Assigned task
Gather each line of the records where "Left" appears.

Items from a data source:

◆ ◆ ◆ ◆

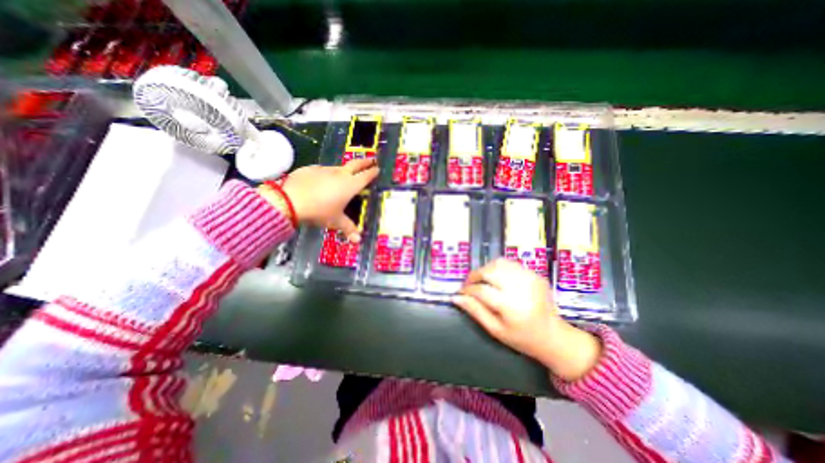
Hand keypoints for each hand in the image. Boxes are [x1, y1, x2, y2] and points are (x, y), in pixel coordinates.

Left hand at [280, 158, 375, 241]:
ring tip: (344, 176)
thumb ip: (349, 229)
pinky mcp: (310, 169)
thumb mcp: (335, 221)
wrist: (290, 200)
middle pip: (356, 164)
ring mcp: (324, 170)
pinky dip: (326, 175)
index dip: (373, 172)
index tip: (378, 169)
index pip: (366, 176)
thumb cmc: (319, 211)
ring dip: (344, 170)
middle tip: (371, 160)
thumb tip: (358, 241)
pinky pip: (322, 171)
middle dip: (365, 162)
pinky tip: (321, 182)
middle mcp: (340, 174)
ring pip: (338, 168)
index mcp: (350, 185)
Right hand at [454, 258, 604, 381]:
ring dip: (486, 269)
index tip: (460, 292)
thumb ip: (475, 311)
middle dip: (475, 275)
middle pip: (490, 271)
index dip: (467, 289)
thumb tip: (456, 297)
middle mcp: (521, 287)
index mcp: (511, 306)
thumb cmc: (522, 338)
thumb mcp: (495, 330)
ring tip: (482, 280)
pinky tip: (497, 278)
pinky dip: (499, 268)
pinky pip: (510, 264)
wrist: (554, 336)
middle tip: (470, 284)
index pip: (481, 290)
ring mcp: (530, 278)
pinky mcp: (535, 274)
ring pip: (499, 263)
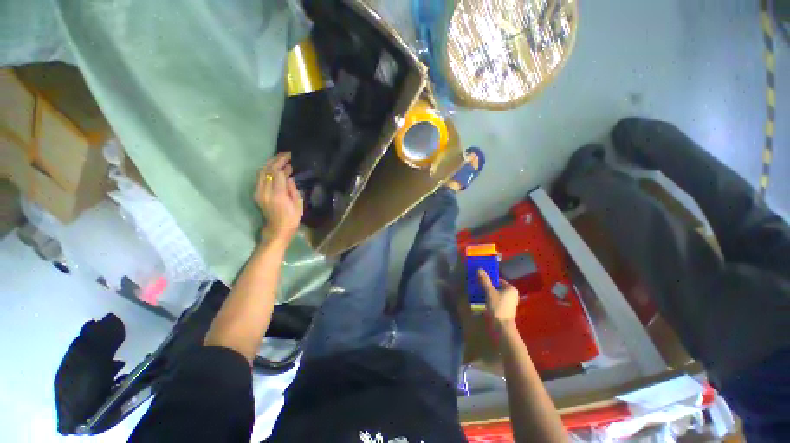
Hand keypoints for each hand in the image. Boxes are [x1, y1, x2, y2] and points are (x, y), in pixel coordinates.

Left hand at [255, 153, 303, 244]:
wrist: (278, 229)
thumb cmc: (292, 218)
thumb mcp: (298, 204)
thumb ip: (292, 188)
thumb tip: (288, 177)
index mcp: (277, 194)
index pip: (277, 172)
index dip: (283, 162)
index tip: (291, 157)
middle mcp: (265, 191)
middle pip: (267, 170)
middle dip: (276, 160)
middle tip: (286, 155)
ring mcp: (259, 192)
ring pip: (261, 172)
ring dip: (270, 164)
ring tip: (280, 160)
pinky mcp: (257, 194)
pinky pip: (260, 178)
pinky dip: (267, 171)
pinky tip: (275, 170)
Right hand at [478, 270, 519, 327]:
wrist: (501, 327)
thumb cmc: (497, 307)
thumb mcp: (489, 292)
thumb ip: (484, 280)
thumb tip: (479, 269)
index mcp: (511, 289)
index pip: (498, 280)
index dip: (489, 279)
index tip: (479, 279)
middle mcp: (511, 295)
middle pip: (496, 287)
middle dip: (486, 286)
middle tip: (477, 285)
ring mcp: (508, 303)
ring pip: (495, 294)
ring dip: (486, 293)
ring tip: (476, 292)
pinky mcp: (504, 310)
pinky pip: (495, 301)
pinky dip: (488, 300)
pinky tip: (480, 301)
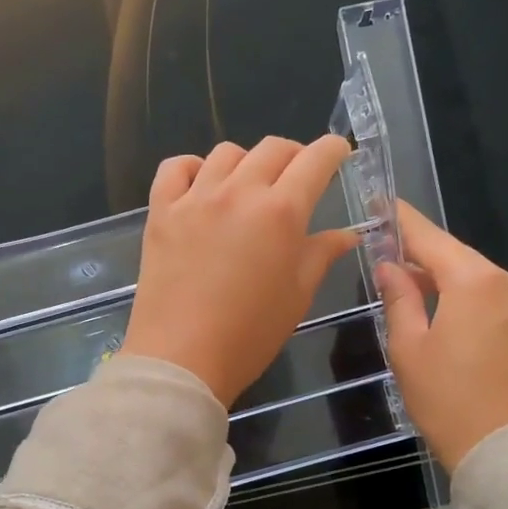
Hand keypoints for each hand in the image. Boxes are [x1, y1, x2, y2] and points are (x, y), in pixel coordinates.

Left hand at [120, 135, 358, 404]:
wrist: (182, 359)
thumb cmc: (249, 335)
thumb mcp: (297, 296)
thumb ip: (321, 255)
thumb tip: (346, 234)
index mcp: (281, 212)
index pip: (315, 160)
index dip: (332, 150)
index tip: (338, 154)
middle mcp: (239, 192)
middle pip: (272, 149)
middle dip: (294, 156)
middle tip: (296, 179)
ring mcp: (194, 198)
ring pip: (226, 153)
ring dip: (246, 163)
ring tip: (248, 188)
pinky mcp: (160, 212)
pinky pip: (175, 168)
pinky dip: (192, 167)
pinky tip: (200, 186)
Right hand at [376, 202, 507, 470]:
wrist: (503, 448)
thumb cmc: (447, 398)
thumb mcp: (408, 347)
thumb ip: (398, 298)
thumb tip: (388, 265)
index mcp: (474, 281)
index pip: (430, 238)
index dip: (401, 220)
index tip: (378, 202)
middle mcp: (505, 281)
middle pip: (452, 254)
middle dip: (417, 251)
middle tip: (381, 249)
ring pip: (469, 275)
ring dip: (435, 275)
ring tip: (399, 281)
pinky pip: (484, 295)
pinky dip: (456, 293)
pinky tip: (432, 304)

◆ ◆ ◆ ◆

Answer section
Left hand at [280, 158, 375, 241]:
Left hand at [255, 153, 303, 244]:
Left hand at [120, 135, 358, 404]:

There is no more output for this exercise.